EXERCISE GOAL: Leave the images out and write out each entry exactly as shown.

=== SUPPLIED MATERIAL ===

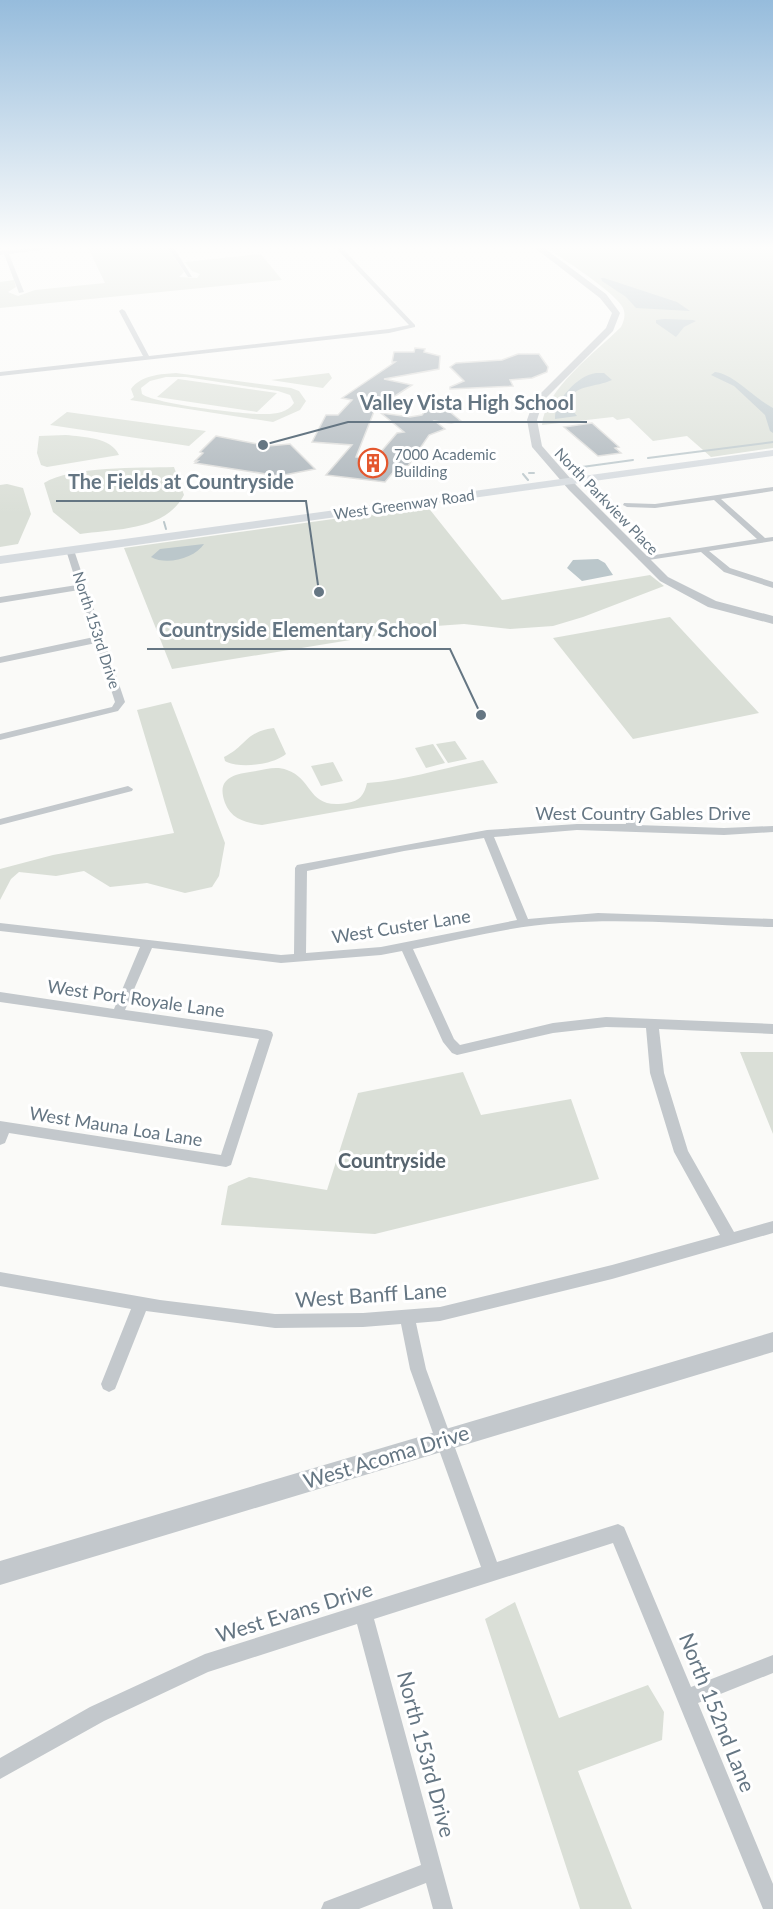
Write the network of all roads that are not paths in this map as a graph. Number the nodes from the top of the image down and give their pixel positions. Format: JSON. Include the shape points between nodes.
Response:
{"nodes":[{"id":1,"x":136,"y":337,"type":"edge"},
{"id":2,"x":330,"y":337,"type":"edge"},
{"id":3,"x":602,"y":337,"type":"edge"},
{"id":4,"x":147,"y":358,"type":"junction"},
{"id":5,"x":0,"y":374,"type":"edge"},
{"id":6,"x":773,"y":453,"type":"edge"},
{"id":7,"x":567,"y":482,"type":"junction"},
{"id":8,"x":773,"y":489,"type":"edge"},
{"id":9,"x":715,"y":497,"type":"junction"},
{"id":10,"x":627,"y":505,"type":"dead end"},
{"id":11,"x":768,"y":540,"type":"edge"},
{"id":12,"x":70,"y":550,"type":"junction"},
{"id":13,"x":703,"y":550,"type":"junction"},
{"id":14,"x":642,"y":559,"type":"junction"},
{"id":15,"x":0,"y":560,"type":"edge"},
{"id":16,"x":773,"y":585,"type":"edge"},
{"id":17,"x":82,"y":587,"type":"junction"},
{"id":18,"x":0,"y":600,"type":"edge"},
{"id":19,"x":773,"y":620,"type":"edge"},
{"id":20,"x":100,"y":639,"type":"junction"},
{"id":21,"x":0,"y":660,"type":"edge"},
{"id":22,"x":0,"y":737,"type":"edge"},
{"id":23,"x":128,"y":789,"type":"dead end"},
{"id":24,"x":629,"y":810,"type":"dead end"},
{"id":25,"x":0,"y":822,"type":"edge"},
{"id":26,"x":632,"y":828,"type":"junction"},
{"id":27,"x":773,"y":829,"type":"edge"},
{"id":28,"x":487,"y":833,"type":"junction"},
{"id":29,"x":524,"y":923,"type":"junction"},
{"id":30,"x":773,"y":923,"type":"edge"},
{"id":31,"x":0,"y":927,"type":"edge"},
{"id":32,"x":147,"y":945,"type":"junction"},
{"id":33,"x":406,"y":947,"type":"junction"},
{"id":34,"x":300,"y":958,"type":"junction"},
{"id":35,"x":0,"y":997,"type":"edge"},
{"id":36,"x":118,"y":1013,"type":"junction"},
{"id":37,"x":652,"y":1023,"type":"junction"},
{"id":38,"x":773,"y":1029,"type":"edge"},
{"id":39,"x":2,"y":1131,"type":"edge"},
{"id":40,"x":226,"y":1161,"type":"joint"},
{"id":41,"x":773,"y":1227,"type":"edge"},
{"id":42,"x":730,"y":1239,"type":"junction"},
{"id":43,"x":0,"y":1280,"type":"edge"},
{"id":44,"x":141,"y":1304,"type":"junction"},
{"id":45,"x":406,"y":1317,"type":"junction"},
{"id":46,"x":773,"y":1342,"type":"edge"},
{"id":47,"x":109,"y":1384,"type":"dead end"},
{"id":48,"x":443,"y":1439,"type":"junction"},
{"id":49,"x":618,"y":1533,"type":"joint"},
{"id":50,"x":0,"y":1572,"type":"edge"},
{"id":51,"x":492,"y":1572,"type":"junction"},
{"id":52,"x":363,"y":1613,"type":"junction"},
{"id":53,"x":773,"y":1664,"type":"edge"},
{"id":54,"x":687,"y":1698,"type":"junction"},
{"id":55,"x":0,"y":1769,"type":"edge"},
{"id":56,"x":434,"y":1870,"type":"junction"},
{"id":57,"x":331,"y":1909,"type":"edge"},
{"id":58,"x":443,"y":1909,"type":"edge"},
{"id":59,"x":773,"y":1909,"type":"edge"}],
"edges":[{"from":1,"to":4,"type":"street"},
{"from":2,"to":4,"type":"street"},
{"from":3,"to":7,"type":"street","name":"North Parkview Place","via":[[548,389],[534,410],[532,430],[537,447]]},
{"from":4,"to":5,"type":"street"},
{"from":6,"to":7,"type":"main road","name":"West Greenway Road"},
{"from":7,"to":12,"type":"main road","name":"West Greenway Road"},
{"from":7,"to":14,"type":"street","name":"North Parkview Place"},
{"from":8,"to":9,"type":"street"},
{"from":9,"to":10,"type":"street","via":[[655,506]]},
{"from":9,"to":11,"type":"street"},
{"from":11,"to":13,"type":"street"},
{"from":12,"to":15,"type":"main road","name":"West Greenway Road"},
{"from":12,"to":17,"type":"street","name":"North 153rd Drive"},
{"from":13,"to":14,"type":"street"},
{"from":13,"to":16,"type":"street","via":[[727,570]]},
{"from":14,"to":19,"type":"street","name":"North Parkview Place","via":[[664,579],[700,599]]},
{"from":17,"to":18,"type":"street"},
{"from":17,"to":20,"type":"street","name":"North 153rd Drive"},
{"from":20,"to":21,"type":"street"},
{"from":20,"to":22,"type":"street","name":"North 153rd Drive","via":[[120,702],[115,709]]},
{"from":23,"to":25,"type":"street"},
{"from":24,"to":26,"type":"street"},
{"from":26,"to":27,"type":"street","name":"West Country Gables Drive","via":[[738,832]]},
{"from":26,"to":28,"type":"street","name":"West Country Gables Drive","via":[[578,826]]},
{"from":28,"to":29,"type":"street"},
{"from":28,"to":34,"type":"street","name":"West Country Gables Drive","via":[[301,868]]},
{"from":29,"to":30,"type":"street","name":"West Custer Lane","via":[[598,917]]},
{"from":29,"to":33,"type":"street","name":"West Custer Lane"},
{"from":31,"to":32,"type":"street","name":"West Custer Lane"},
{"from":32,"to":34,"type":"street","name":"West Custer Lane"},
{"from":32,"to":36,"type":"street"},
{"from":33,"to":34,"type":"street","name":"West Custer Lane"},
{"from":33,"to":37,"type":"street","via":[[449,1042],[457,1050],[552,1028],[606,1022]]},
{"from":35,"to":36,"type":"street","name":"West Port Royale Lane"},
{"from":36,"to":40,"type":"street","name":"West Port Royale Lane","via":[[267,1035]]},
{"from":37,"to":38,"type":"street"},
{"from":37,"to":42,"type":"street","via":[[657,1073],[681,1152]]},
{"from":39,"to":40,"type":"street","name":"West Mauna Loa Lane"},
{"from":41,"to":42,"type":"street","name":"West Banff Lane"},
{"from":42,"to":45,"type":"street","name":"West Banff Lane","via":[[440,1314]]},
{"from":43,"to":44,"type":"street","name":"West Banff Lane"},
{"from":44,"to":45,"type":"street","name":"West Banff Lane","via":[[275,1321]]},
{"from":44,"to":47,"type":"street"},
{"from":45,"to":48,"type":"street","via":[[418,1369]]},
{"from":46,"to":48,"type":"street","name":"West Acoma Drive"},
{"from":48,"to":50,"type":"street","name":"West Acoma Drive"},
{"from":48,"to":51,"type":"street"},
{"from":49,"to":51,"type":"street","name":"West Evans Drive"},
{"from":49,"to":54,"type":"street","name":"North 152nd Lane"},
{"from":51,"to":52,"type":"street","name":"West Evans Drive"},
{"from":52,"to":55,"type":"street","name":"West Evans Drive","via":[[205,1663],[98,1714]]},
{"from":52,"to":56,"type":"street","name":"North 153rd Drive"},
{"from":53,"to":54,"type":"street"},
{"from":54,"to":59,"type":"street","name":"North 152nd Lane"},
{"from":56,"to":57,"type":"street"},
{"from":56,"to":58,"type":"street","name":"North 153rd Drive"}]}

===

FINISHED TASK:
Write the network of all roads that are not paths in this map as a graph. Number the nodes from the top of the image down and give their pixel positions. Format: JSON. Include the shape points between nodes.
Response:
{"nodes":[{"id":1,"x":136,"y":337,"type":"edge"},
{"id":2,"x":330,"y":337,"type":"edge"},
{"id":3,"x":602,"y":337,"type":"edge"},
{"id":4,"x":147,"y":358,"type":"junction"},
{"id":5,"x":0,"y":374,"type":"edge"},
{"id":6,"x":773,"y":453,"type":"edge"},
{"id":7,"x":567,"y":482,"type":"junction"},
{"id":8,"x":773,"y":489,"type":"edge"},
{"id":9,"x":715,"y":497,"type":"junction"},
{"id":10,"x":627,"y":505,"type":"dead end"},
{"id":11,"x":768,"y":540,"type":"edge"},
{"id":12,"x":70,"y":550,"type":"junction"},
{"id":13,"x":703,"y":550,"type":"junction"},
{"id":14,"x":642,"y":559,"type":"junction"},
{"id":15,"x":0,"y":560,"type":"edge"},
{"id":16,"x":773,"y":585,"type":"edge"},
{"id":17,"x":82,"y":587,"type":"junction"},
{"id":18,"x":0,"y":600,"type":"edge"},
{"id":19,"x":773,"y":620,"type":"edge"},
{"id":20,"x":100,"y":639,"type":"junction"},
{"id":21,"x":0,"y":660,"type":"edge"},
{"id":22,"x":0,"y":737,"type":"edge"},
{"id":23,"x":128,"y":789,"type":"dead end"},
{"id":24,"x":629,"y":810,"type":"dead end"},
{"id":25,"x":0,"y":822,"type":"edge"},
{"id":26,"x":632,"y":828,"type":"junction"},
{"id":27,"x":773,"y":829,"type":"edge"},
{"id":28,"x":487,"y":833,"type":"junction"},
{"id":29,"x":524,"y":923,"type":"junction"},
{"id":30,"x":773,"y":923,"type":"edge"},
{"id":31,"x":0,"y":927,"type":"edge"},
{"id":32,"x":147,"y":945,"type":"junction"},
{"id":33,"x":406,"y":947,"type":"junction"},
{"id":34,"x":300,"y":958,"type":"junction"},
{"id":35,"x":0,"y":997,"type":"edge"},
{"id":36,"x":118,"y":1013,"type":"junction"},
{"id":37,"x":652,"y":1023,"type":"junction"},
{"id":38,"x":773,"y":1029,"type":"edge"},
{"id":39,"x":2,"y":1131,"type":"edge"},
{"id":40,"x":226,"y":1161,"type":"joint"},
{"id":41,"x":773,"y":1227,"type":"edge"},
{"id":42,"x":730,"y":1239,"type":"junction"},
{"id":43,"x":0,"y":1280,"type":"edge"},
{"id":44,"x":141,"y":1304,"type":"junction"},
{"id":45,"x":406,"y":1317,"type":"junction"},
{"id":46,"x":773,"y":1342,"type":"edge"},
{"id":47,"x":109,"y":1384,"type":"dead end"},
{"id":48,"x":443,"y":1439,"type":"junction"},
{"id":49,"x":618,"y":1533,"type":"joint"},
{"id":50,"x":0,"y":1572,"type":"edge"},
{"id":51,"x":492,"y":1572,"type":"junction"},
{"id":52,"x":363,"y":1613,"type":"junction"},
{"id":53,"x":773,"y":1664,"type":"edge"},
{"id":54,"x":687,"y":1698,"type":"junction"},
{"id":55,"x":0,"y":1769,"type":"edge"},
{"id":56,"x":434,"y":1870,"type":"junction"},
{"id":57,"x":331,"y":1909,"type":"edge"},
{"id":58,"x":443,"y":1909,"type":"edge"},
{"id":59,"x":773,"y":1909,"type":"edge"}],
"edges":[{"from":1,"to":4,"type":"street"},
{"from":2,"to":4,"type":"street"},
{"from":3,"to":7,"type":"street","name":"North Parkview Place","via":[[548,389],[534,410],[532,430],[537,447]]},
{"from":4,"to":5,"type":"street"},
{"from":6,"to":7,"type":"main road","name":"West Greenway Road"},
{"from":7,"to":12,"type":"main road","name":"West Greenway Road"},
{"from":7,"to":14,"type":"street","name":"North Parkview Place"},
{"from":8,"to":9,"type":"street"},
{"from":9,"to":10,"type":"street","via":[[655,506]]},
{"from":9,"to":11,"type":"street"},
{"from":11,"to":13,"type":"street"},
{"from":12,"to":15,"type":"main road","name":"West Greenway Road"},
{"from":12,"to":17,"type":"street","name":"North 153rd Drive"},
{"from":13,"to":14,"type":"street"},
{"from":13,"to":16,"type":"street","via":[[727,570]]},
{"from":14,"to":19,"type":"street","name":"North Parkview Place","via":[[664,579],[700,599]]},
{"from":17,"to":18,"type":"street"},
{"from":17,"to":20,"type":"street","name":"North 153rd Drive"},
{"from":20,"to":21,"type":"street"},
{"from":20,"to":22,"type":"street","name":"North 153rd Drive","via":[[120,702],[115,709]]},
{"from":23,"to":25,"type":"street"},
{"from":24,"to":26,"type":"street"},
{"from":26,"to":27,"type":"street","name":"West Country Gables Drive","via":[[738,832]]},
{"from":26,"to":28,"type":"street","name":"West Country Gables Drive","via":[[578,826]]},
{"from":28,"to":29,"type":"street"},
{"from":28,"to":34,"type":"street","name":"West Country Gables Drive","via":[[301,868]]},
{"from":29,"to":30,"type":"street","name":"West Custer Lane","via":[[598,917]]},
{"from":29,"to":33,"type":"street","name":"West Custer Lane"},
{"from":31,"to":32,"type":"street","name":"West Custer Lane"},
{"from":32,"to":34,"type":"street","name":"West Custer Lane"},
{"from":32,"to":36,"type":"street"},
{"from":33,"to":34,"type":"street","name":"West Custer Lane"},
{"from":33,"to":37,"type":"street","via":[[449,1042],[457,1050],[552,1028],[606,1022]]},
{"from":35,"to":36,"type":"street","name":"West Port Royale Lane"},
{"from":36,"to":40,"type":"street","name":"West Port Royale Lane","via":[[267,1035]]},
{"from":37,"to":38,"type":"street"},
{"from":37,"to":42,"type":"street","via":[[657,1073],[681,1152]]},
{"from":39,"to":40,"type":"street","name":"West Mauna Loa Lane"},
{"from":41,"to":42,"type":"street","name":"West Banff Lane"},
{"from":42,"to":45,"type":"street","name":"West Banff Lane","via":[[440,1314]]},
{"from":43,"to":44,"type":"street","name":"West Banff Lane"},
{"from":44,"to":45,"type":"street","name":"West Banff Lane","via":[[275,1321]]},
{"from":44,"to":47,"type":"street"},
{"from":45,"to":48,"type":"street","via":[[418,1369]]},
{"from":46,"to":48,"type":"street","name":"West Acoma Drive"},
{"from":48,"to":50,"type":"street","name":"West Acoma Drive"},
{"from":48,"to":51,"type":"street"},
{"from":49,"to":51,"type":"street","name":"West Evans Drive"},
{"from":49,"to":54,"type":"street","name":"North 152nd Lane"},
{"from":51,"to":52,"type":"street","name":"West Evans Drive"},
{"from":52,"to":55,"type":"street","name":"West Evans Drive","via":[[205,1663],[98,1714]]},
{"from":52,"to":56,"type":"street","name":"North 153rd Drive"},
{"from":53,"to":54,"type":"street"},
{"from":54,"to":59,"type":"street","name":"North 152nd Lane"},
{"from":56,"to":57,"type":"street"},
{"from":56,"to":58,"type":"street","name":"North 153rd Drive"}]}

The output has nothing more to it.